- [EXERCISE AIM]: Lines in the listing below that hold "Left" are the ones to copy.

- [TASK MATERIAL]:
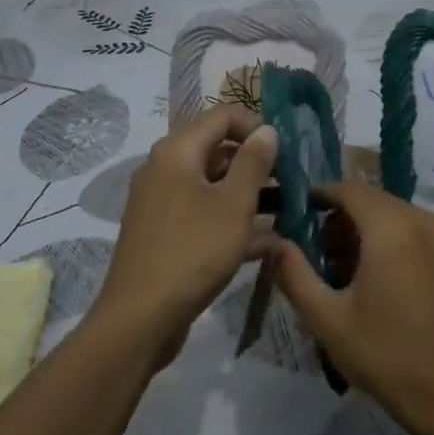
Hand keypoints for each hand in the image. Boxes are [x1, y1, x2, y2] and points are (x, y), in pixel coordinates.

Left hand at [90, 106, 278, 369]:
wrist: (140, 318)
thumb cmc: (192, 252)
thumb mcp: (233, 205)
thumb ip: (253, 163)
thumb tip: (266, 130)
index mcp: (177, 152)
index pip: (221, 116)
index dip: (257, 126)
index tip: (287, 151)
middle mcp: (165, 169)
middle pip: (217, 150)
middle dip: (257, 163)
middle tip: (293, 183)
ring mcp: (162, 203)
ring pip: (213, 186)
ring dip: (250, 195)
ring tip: (289, 211)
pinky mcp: (166, 234)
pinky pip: (204, 215)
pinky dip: (232, 222)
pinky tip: (269, 244)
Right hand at [269, 180, 433, 434]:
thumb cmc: (387, 357)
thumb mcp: (327, 320)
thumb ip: (293, 274)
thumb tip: (271, 242)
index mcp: (392, 230)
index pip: (349, 189)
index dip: (320, 196)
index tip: (297, 216)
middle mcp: (424, 222)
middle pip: (373, 200)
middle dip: (341, 219)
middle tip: (319, 255)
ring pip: (397, 216)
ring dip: (368, 231)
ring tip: (348, 274)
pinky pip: (418, 233)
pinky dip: (394, 241)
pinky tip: (383, 283)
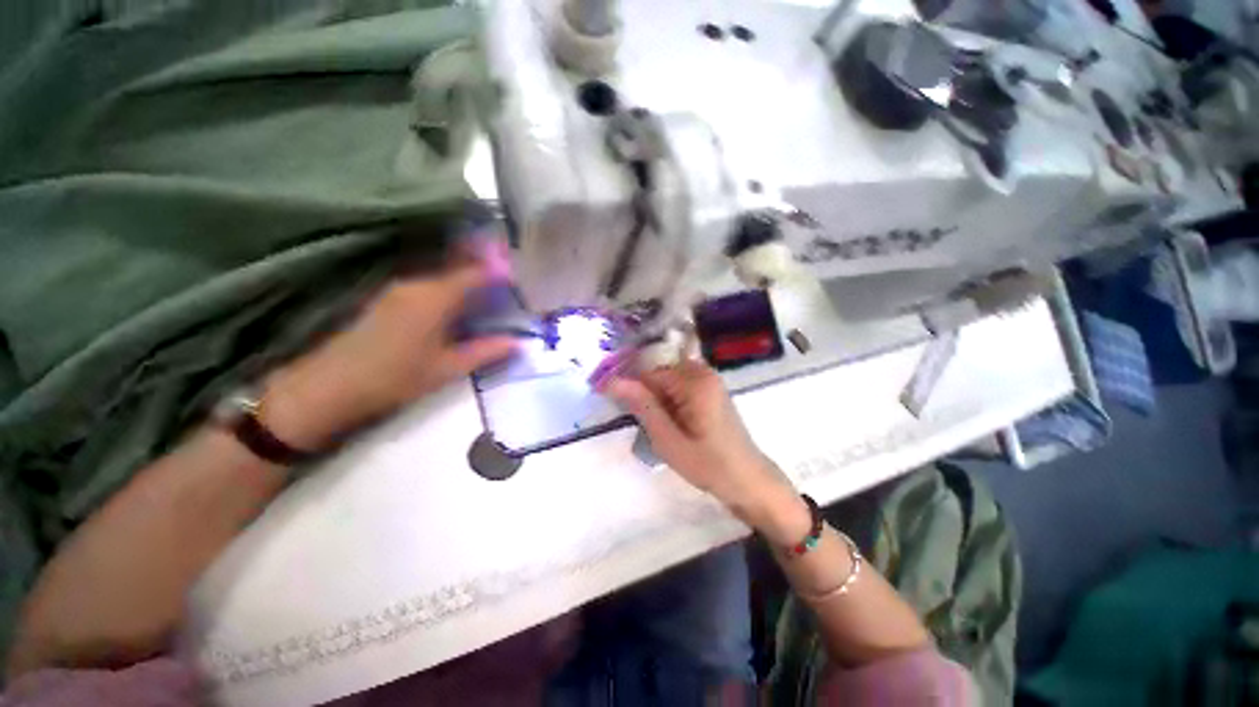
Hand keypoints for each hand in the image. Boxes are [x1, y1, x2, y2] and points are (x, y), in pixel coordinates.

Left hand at [259, 262, 518, 450]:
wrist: (330, 386)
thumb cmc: (395, 377)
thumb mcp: (447, 368)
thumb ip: (486, 351)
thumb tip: (520, 343)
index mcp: (435, 297)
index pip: (475, 273)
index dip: (500, 272)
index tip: (520, 277)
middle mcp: (417, 284)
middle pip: (458, 267)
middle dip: (486, 269)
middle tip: (510, 281)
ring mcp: (399, 289)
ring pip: (443, 275)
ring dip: (467, 278)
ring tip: (491, 291)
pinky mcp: (388, 299)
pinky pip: (429, 284)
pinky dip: (450, 287)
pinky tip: (459, 303)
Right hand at [604, 360, 805, 536]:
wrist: (749, 480)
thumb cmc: (710, 465)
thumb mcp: (669, 441)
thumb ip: (643, 407)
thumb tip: (612, 381)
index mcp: (694, 382)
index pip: (648, 370)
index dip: (625, 382)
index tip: (603, 394)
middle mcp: (703, 372)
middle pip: (657, 371)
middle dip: (640, 390)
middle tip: (631, 418)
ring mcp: (708, 379)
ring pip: (666, 378)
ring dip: (652, 397)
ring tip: (650, 423)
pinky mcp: (709, 389)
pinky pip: (678, 385)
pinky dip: (666, 399)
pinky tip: (665, 420)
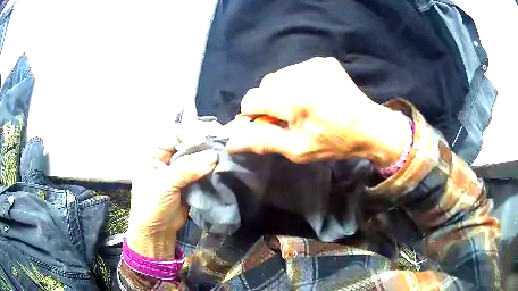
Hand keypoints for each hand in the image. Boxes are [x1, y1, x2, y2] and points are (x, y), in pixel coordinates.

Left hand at [127, 133, 217, 258]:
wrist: (157, 233)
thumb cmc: (152, 206)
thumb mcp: (164, 185)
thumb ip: (187, 169)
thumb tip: (214, 156)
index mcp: (155, 154)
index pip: (174, 134)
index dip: (192, 132)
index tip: (212, 134)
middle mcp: (167, 158)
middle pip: (188, 143)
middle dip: (204, 142)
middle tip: (223, 142)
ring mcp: (179, 171)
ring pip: (197, 157)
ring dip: (210, 155)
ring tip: (226, 152)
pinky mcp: (190, 182)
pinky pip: (202, 171)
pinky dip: (212, 168)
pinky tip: (222, 166)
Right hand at [225, 57, 408, 166]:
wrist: (369, 126)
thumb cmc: (334, 142)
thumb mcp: (297, 149)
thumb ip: (262, 141)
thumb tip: (231, 142)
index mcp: (294, 98)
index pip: (251, 99)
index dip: (253, 115)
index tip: (267, 125)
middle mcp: (301, 74)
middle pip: (265, 85)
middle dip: (270, 103)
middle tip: (289, 119)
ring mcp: (313, 64)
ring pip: (279, 77)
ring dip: (282, 92)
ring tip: (303, 107)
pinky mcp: (323, 61)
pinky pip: (296, 70)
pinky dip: (297, 83)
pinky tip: (313, 95)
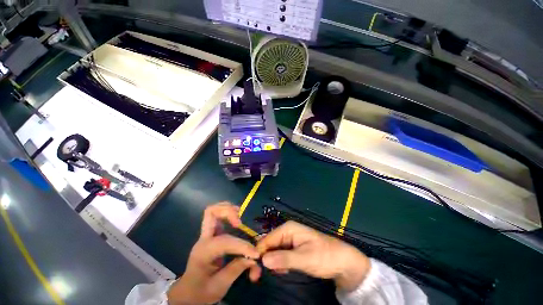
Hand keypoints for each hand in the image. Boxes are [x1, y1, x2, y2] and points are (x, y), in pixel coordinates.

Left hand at [167, 203, 261, 304]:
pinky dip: (228, 214)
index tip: (254, 254)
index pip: (224, 241)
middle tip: (240, 222)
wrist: (187, 294)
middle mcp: (204, 239)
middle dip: (228, 212)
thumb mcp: (219, 286)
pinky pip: (218, 217)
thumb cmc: (200, 292)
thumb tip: (253, 259)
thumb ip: (237, 269)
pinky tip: (237, 220)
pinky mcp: (211, 235)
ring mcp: (206, 235)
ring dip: (228, 210)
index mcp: (203, 252)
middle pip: (211, 212)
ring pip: (214, 211)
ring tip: (240, 217)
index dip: (242, 245)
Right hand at [257, 221, 370, 291]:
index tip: (253, 270)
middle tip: (258, 276)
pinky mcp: (292, 248)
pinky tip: (283, 270)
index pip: (267, 239)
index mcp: (288, 228)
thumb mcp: (305, 258)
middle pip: (269, 244)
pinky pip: (280, 254)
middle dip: (264, 258)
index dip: (259, 252)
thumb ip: (284, 258)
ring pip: (273, 250)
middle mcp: (286, 231)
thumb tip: (263, 260)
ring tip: (276, 273)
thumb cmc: (324, 256)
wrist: (342, 261)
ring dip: (271, 262)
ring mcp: (289, 239)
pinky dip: (279, 263)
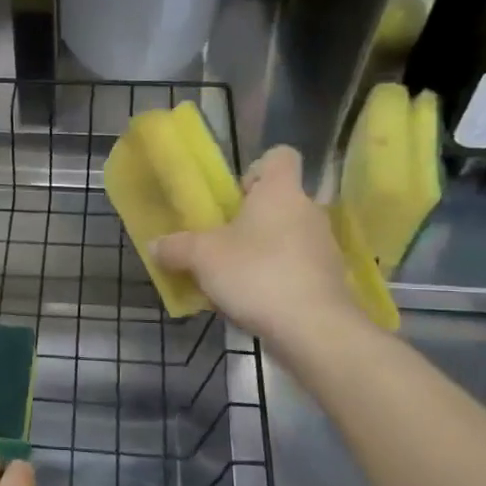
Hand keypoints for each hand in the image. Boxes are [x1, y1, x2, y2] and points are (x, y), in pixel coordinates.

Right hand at [151, 146, 365, 355]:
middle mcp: (309, 211)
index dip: (256, 169)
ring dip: (263, 252)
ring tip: (233, 279)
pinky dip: (277, 279)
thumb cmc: (256, 274)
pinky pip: (296, 269)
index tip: (235, 196)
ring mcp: (324, 248)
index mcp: (281, 192)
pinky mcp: (329, 281)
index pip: (280, 157)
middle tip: (223, 242)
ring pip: (288, 238)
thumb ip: (176, 248)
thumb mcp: (201, 258)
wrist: (313, 329)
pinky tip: (253, 303)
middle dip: (252, 220)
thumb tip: (155, 245)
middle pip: (280, 202)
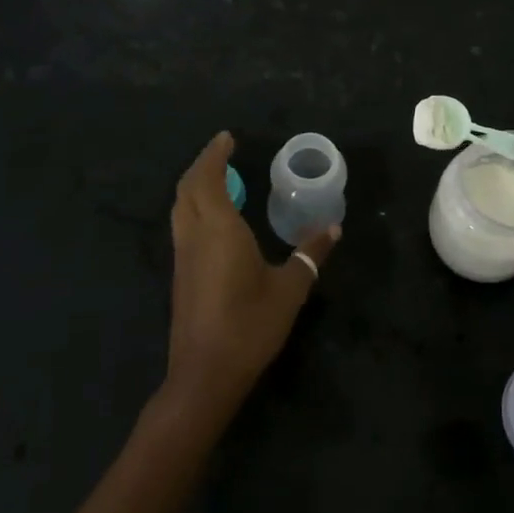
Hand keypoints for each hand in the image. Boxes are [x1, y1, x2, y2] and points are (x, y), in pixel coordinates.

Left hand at [165, 132, 340, 418]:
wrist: (205, 374)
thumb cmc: (250, 325)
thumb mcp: (290, 288)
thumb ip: (310, 254)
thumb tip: (333, 227)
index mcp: (219, 229)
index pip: (208, 179)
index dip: (215, 155)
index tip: (227, 138)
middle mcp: (194, 236)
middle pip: (187, 188)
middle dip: (202, 165)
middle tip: (224, 153)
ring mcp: (183, 256)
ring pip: (180, 207)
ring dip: (195, 186)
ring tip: (220, 179)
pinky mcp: (181, 275)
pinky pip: (182, 225)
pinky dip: (194, 207)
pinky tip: (215, 218)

- [WRITTEN RESPONSE]:
Left hand at [90, 106, 278, 369]:
Left hand at [259, 262, 518, 450]:
Left hand at [127, 133, 217, 258]:
Left hand at [167, 203, 261, 304]:
Left hand at [165, 132, 340, 418]:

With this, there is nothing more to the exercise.